» **TASK REQUIREMENTS**: Although the entries contain pictures, copy only their text, exactly as written.

** Opening RECORDS SUPPLIED block **

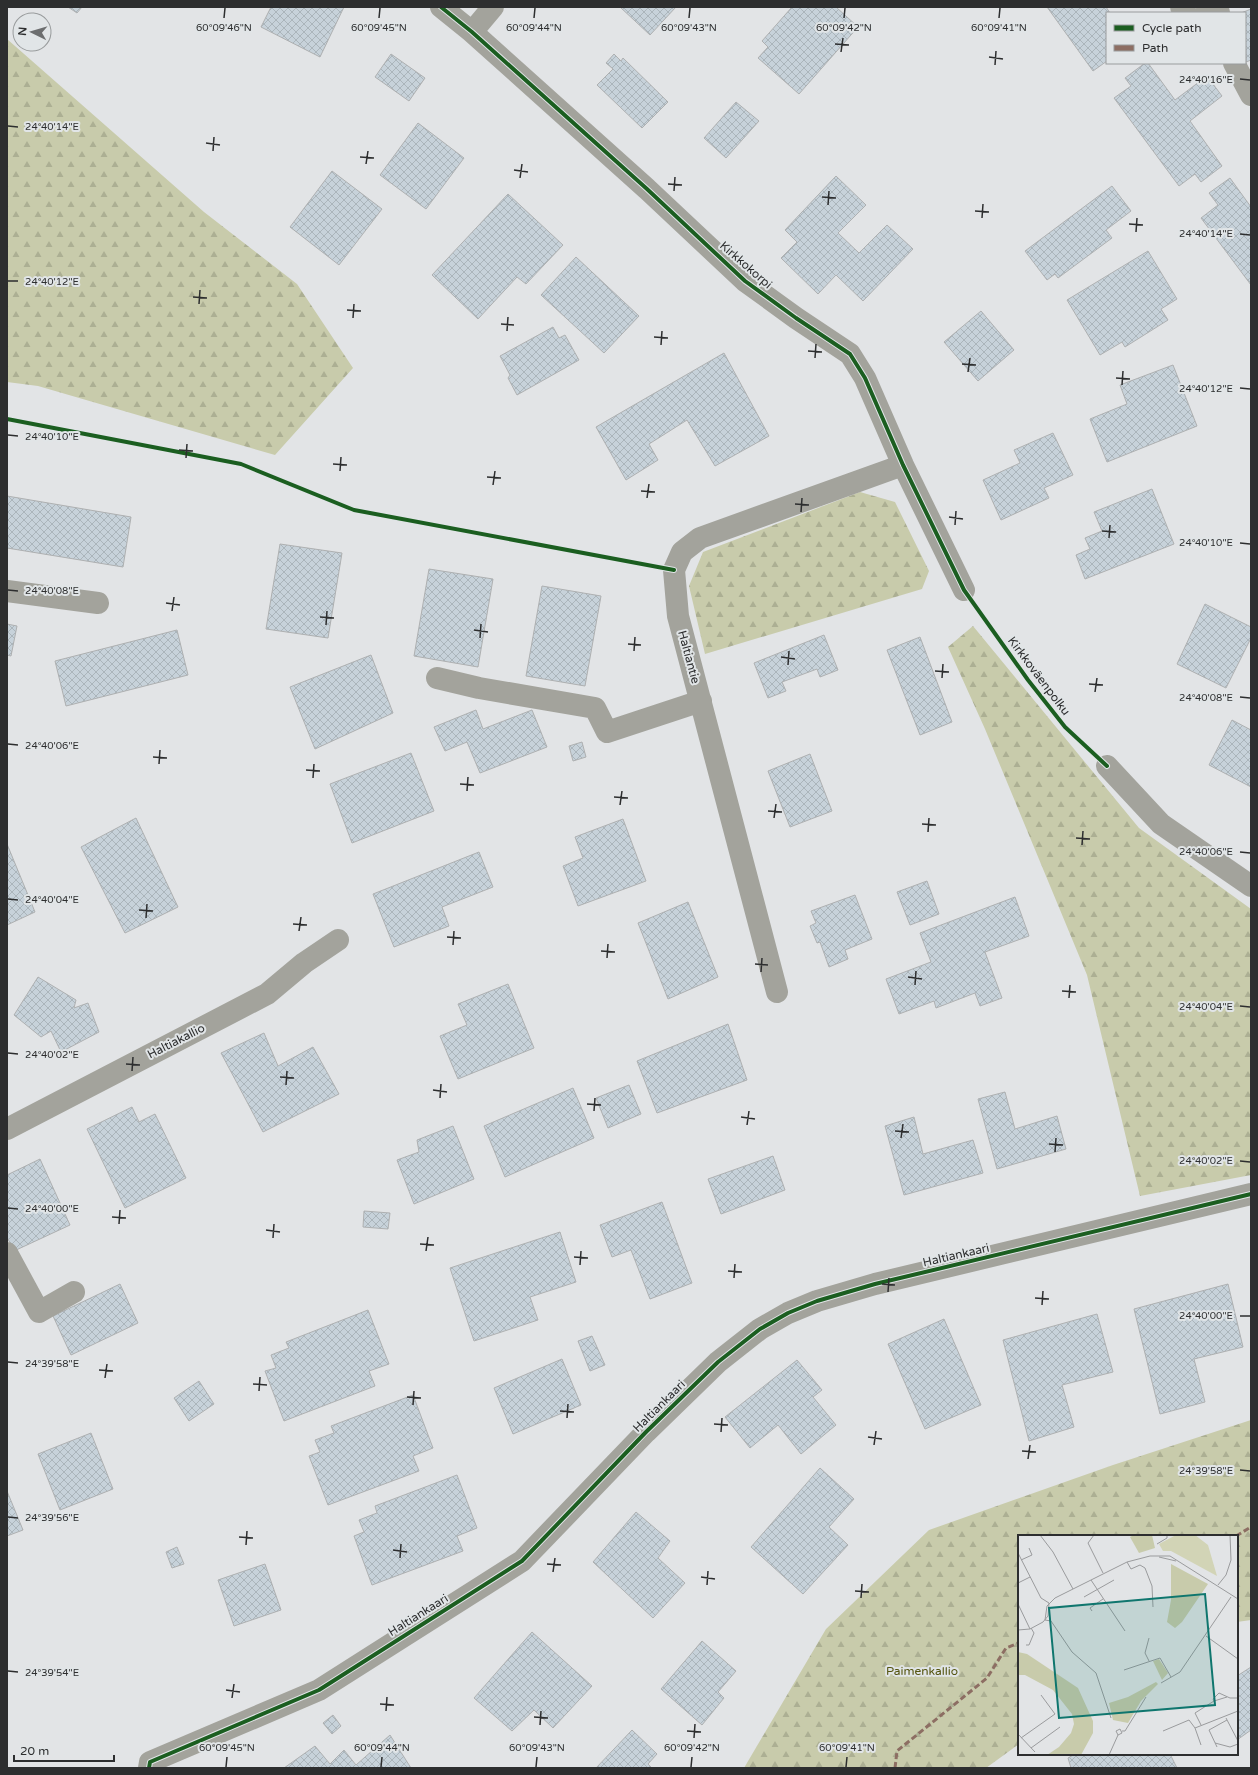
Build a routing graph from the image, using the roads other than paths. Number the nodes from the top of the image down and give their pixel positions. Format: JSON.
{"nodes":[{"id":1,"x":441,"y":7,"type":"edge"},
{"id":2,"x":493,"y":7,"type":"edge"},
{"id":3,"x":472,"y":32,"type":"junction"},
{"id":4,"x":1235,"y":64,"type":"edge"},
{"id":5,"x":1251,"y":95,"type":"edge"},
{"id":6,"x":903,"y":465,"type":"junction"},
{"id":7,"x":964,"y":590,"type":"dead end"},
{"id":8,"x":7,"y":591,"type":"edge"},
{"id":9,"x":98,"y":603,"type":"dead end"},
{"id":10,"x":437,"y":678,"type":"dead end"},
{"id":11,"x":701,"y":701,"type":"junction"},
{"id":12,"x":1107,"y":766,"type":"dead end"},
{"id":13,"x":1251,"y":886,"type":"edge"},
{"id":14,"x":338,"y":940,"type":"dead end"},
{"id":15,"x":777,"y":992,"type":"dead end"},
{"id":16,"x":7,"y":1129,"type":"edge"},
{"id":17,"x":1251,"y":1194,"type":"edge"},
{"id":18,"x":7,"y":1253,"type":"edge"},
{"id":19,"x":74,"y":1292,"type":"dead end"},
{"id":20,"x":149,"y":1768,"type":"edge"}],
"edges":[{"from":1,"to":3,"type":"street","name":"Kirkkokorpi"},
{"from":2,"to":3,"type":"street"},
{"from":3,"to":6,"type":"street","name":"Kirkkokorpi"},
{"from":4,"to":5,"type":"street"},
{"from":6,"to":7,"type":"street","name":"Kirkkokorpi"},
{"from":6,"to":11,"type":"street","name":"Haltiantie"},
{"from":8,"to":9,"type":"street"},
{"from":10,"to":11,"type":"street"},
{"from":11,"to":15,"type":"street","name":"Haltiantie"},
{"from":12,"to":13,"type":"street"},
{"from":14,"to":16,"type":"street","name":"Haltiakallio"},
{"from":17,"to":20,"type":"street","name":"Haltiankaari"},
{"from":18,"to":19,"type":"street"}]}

** Closing RECORDS SUPPLIED block **

» **PROBLEM SOLUTION**:
Build a routing graph from the image, using the roads other than paths. Number the nodes from the top of the image down and give their pixel positions. Format: JSON.
{"nodes":[{"id":1,"x":441,"y":7,"type":"edge"},
{"id":2,"x":493,"y":7,"type":"edge"},
{"id":3,"x":472,"y":32,"type":"junction"},
{"id":4,"x":1235,"y":64,"type":"edge"},
{"id":5,"x":1251,"y":95,"type":"edge"},
{"id":6,"x":903,"y":465,"type":"junction"},
{"id":7,"x":964,"y":590,"type":"dead end"},
{"id":8,"x":7,"y":591,"type":"edge"},
{"id":9,"x":98,"y":603,"type":"dead end"},
{"id":10,"x":437,"y":678,"type":"dead end"},
{"id":11,"x":701,"y":701,"type":"junction"},
{"id":12,"x":1107,"y":766,"type":"dead end"},
{"id":13,"x":1251,"y":886,"type":"edge"},
{"id":14,"x":338,"y":940,"type":"dead end"},
{"id":15,"x":777,"y":992,"type":"dead end"},
{"id":16,"x":7,"y":1129,"type":"edge"},
{"id":17,"x":1251,"y":1194,"type":"edge"},
{"id":18,"x":7,"y":1253,"type":"edge"},
{"id":19,"x":74,"y":1292,"type":"dead end"},
{"id":20,"x":149,"y":1768,"type":"edge"}],
"edges":[{"from":1,"to":3,"type":"street","name":"Kirkkokorpi"},
{"from":2,"to":3,"type":"street"},
{"from":3,"to":6,"type":"street","name":"Kirkkokorpi"},
{"from":4,"to":5,"type":"street"},
{"from":6,"to":7,"type":"street","name":"Kirkkokorpi"},
{"from":6,"to":11,"type":"street","name":"Haltiantie"},
{"from":8,"to":9,"type":"street"},
{"from":10,"to":11,"type":"street"},
{"from":11,"to":15,"type":"street","name":"Haltiantie"},
{"from":12,"to":13,"type":"street"},
{"from":14,"to":16,"type":"street","name":"Haltiakallio"},
{"from":17,"to":20,"type":"street","name":"Haltiankaari"},
{"from":18,"to":19,"type":"street"}]}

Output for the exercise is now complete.